Now, none of that precludes scripting itself, just the point at which it's
run.  What we've done is moved that to a time when the system is fully
assembled, and booted.  If you're installing a package on a live system,
then it's ready to go after the packaged bits are down.  If you're
installing a package onto a system which isn't live (mounted somewhere
else, possibly in pieces, or in some brand new context you couldn't
possibly have imagined a year or two ago), then the script will be run at
the time the system boots.

You don't need to have a self-destroying SMF method just to do this, though
you certainly can do so.  The RBAC example is one where the OS already
provides such a service.  Place the fragment of foo_attr in foo_attr.d with
a unique name, and system/rbac will assemble it into the main file for you.
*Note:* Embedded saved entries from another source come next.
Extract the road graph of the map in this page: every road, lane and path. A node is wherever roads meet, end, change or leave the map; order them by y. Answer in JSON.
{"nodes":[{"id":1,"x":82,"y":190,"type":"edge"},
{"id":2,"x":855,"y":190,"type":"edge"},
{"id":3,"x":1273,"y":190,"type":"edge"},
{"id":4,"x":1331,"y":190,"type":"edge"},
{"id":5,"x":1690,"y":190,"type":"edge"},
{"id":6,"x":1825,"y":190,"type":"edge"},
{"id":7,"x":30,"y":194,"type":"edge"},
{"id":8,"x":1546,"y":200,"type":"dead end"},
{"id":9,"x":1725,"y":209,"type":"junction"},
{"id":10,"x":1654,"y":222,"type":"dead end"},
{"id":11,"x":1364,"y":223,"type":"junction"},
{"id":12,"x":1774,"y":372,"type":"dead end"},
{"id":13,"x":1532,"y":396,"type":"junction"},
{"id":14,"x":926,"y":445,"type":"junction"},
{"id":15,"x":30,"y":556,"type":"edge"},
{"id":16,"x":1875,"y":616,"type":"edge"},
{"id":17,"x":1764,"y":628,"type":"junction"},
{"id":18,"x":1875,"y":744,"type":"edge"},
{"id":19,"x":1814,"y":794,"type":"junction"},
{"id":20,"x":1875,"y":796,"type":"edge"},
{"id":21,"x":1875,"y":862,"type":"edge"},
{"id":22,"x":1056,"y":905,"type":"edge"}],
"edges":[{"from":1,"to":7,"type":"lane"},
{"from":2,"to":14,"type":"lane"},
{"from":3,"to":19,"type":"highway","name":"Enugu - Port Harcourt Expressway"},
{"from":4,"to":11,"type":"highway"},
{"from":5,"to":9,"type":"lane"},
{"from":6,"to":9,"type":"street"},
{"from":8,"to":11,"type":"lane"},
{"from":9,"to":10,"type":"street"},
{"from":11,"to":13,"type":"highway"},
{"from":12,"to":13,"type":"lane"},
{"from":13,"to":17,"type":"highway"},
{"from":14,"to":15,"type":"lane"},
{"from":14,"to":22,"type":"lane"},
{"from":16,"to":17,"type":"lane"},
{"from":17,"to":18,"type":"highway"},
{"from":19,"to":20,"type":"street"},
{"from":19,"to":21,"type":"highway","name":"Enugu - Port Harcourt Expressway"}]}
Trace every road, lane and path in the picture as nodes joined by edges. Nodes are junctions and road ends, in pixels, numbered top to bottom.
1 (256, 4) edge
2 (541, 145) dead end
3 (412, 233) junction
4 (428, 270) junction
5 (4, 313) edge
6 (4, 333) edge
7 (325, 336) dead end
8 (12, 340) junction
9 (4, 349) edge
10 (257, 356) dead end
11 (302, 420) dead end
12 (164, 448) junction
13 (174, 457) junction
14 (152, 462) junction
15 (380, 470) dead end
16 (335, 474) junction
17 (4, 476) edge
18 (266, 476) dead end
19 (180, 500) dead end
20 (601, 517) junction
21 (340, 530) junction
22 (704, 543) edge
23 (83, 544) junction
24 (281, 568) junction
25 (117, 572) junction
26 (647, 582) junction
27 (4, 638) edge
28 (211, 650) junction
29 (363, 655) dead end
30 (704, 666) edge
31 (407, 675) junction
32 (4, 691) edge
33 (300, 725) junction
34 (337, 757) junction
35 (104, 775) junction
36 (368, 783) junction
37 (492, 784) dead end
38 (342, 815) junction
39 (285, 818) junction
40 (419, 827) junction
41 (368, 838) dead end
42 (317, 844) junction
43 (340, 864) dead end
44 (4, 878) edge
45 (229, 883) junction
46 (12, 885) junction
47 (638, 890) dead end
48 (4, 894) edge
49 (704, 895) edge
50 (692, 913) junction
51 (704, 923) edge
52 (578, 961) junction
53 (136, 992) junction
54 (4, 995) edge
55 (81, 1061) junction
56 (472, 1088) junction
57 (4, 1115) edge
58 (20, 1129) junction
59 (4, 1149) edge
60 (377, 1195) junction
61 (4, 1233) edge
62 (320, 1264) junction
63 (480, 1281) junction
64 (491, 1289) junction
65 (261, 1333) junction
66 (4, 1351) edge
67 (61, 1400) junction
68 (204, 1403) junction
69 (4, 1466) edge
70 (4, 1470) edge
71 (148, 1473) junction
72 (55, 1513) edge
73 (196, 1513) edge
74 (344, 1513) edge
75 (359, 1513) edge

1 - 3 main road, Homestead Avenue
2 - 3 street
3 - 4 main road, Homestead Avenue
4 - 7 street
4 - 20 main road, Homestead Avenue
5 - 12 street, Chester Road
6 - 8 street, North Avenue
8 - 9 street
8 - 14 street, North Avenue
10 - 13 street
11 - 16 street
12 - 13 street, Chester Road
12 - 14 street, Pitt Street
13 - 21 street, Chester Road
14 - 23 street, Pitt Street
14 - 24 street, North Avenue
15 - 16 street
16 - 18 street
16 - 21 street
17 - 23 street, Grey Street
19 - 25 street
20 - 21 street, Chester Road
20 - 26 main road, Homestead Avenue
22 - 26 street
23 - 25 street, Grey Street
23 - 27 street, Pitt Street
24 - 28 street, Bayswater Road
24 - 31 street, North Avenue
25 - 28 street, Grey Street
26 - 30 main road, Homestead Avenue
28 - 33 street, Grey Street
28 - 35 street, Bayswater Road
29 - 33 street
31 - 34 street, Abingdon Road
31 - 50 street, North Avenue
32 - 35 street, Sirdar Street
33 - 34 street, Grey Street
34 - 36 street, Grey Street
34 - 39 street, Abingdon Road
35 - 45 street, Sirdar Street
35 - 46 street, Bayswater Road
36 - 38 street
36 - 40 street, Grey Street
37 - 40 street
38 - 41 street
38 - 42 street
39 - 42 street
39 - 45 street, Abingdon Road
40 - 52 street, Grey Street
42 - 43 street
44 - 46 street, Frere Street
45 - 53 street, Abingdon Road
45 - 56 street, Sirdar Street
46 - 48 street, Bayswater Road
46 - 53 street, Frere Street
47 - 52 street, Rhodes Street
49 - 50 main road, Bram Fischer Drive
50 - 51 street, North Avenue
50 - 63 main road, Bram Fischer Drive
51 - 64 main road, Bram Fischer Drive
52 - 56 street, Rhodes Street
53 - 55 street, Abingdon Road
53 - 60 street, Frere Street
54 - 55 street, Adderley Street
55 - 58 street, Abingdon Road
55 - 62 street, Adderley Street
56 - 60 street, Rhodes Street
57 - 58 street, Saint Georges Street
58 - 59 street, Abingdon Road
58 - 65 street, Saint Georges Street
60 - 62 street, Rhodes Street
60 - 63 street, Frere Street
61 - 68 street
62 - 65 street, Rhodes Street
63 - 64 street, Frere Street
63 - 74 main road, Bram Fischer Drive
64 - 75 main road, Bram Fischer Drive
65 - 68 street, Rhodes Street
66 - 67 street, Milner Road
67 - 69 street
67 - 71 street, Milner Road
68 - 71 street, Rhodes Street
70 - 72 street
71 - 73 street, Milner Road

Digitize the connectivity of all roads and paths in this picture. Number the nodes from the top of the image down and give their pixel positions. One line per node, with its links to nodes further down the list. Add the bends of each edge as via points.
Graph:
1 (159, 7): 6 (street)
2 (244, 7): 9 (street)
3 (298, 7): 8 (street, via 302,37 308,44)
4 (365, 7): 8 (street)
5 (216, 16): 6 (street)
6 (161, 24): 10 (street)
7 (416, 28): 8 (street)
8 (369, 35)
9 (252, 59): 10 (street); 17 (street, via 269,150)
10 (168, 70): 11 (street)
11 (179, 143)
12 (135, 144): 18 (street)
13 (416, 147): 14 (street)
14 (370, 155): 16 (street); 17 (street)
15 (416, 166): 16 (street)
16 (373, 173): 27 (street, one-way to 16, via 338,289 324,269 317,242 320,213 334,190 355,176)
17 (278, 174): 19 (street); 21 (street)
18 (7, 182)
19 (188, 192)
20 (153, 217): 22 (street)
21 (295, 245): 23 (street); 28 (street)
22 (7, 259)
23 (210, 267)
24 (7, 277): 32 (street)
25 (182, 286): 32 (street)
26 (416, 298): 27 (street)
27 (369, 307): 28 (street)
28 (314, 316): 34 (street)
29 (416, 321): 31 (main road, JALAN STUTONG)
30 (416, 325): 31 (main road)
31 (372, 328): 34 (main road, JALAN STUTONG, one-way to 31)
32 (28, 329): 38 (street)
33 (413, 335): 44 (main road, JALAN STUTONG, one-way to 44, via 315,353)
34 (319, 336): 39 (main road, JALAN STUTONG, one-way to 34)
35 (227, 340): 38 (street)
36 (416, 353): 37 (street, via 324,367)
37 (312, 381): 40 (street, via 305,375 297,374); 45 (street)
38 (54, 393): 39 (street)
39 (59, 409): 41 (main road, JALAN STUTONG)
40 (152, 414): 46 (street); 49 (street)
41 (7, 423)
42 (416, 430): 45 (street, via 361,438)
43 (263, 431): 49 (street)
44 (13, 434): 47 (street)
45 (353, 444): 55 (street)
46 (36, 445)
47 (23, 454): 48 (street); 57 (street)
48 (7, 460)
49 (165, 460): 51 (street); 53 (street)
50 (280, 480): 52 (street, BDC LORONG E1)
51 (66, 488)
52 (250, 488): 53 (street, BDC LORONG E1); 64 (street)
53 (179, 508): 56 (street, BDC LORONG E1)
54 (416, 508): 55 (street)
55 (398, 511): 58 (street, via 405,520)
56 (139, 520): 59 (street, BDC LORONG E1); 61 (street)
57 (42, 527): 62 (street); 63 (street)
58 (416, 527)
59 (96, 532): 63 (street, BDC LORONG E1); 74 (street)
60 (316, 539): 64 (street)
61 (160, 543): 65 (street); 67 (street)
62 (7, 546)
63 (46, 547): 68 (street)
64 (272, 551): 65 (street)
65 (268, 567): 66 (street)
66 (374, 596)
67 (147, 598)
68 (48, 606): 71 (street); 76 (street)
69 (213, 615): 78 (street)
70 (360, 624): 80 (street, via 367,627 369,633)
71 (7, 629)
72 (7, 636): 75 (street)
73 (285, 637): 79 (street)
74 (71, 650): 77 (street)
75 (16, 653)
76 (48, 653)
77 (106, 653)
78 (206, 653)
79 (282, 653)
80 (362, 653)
When the file is removed, the service will remove the fragment from the
main file.  We don't yet have services for the other files, but you're more
than welcome to write them and submit them.  In some cases, it makes sense
to have the application do the work itself -- the cron implementations on
Linux have for some time now supported directories filled with jobs in
scripts, and that's something we probably should emulate.

Users and groups (and drivers) are handled directly by the packaging
system; the first two are needed simply to create filesystem objects, and
the latter are needed for booting.  There may be other things that require
the filesystem to be updated before SMF is up and running, but so far we
haven't gotten many (if any) requests for such things.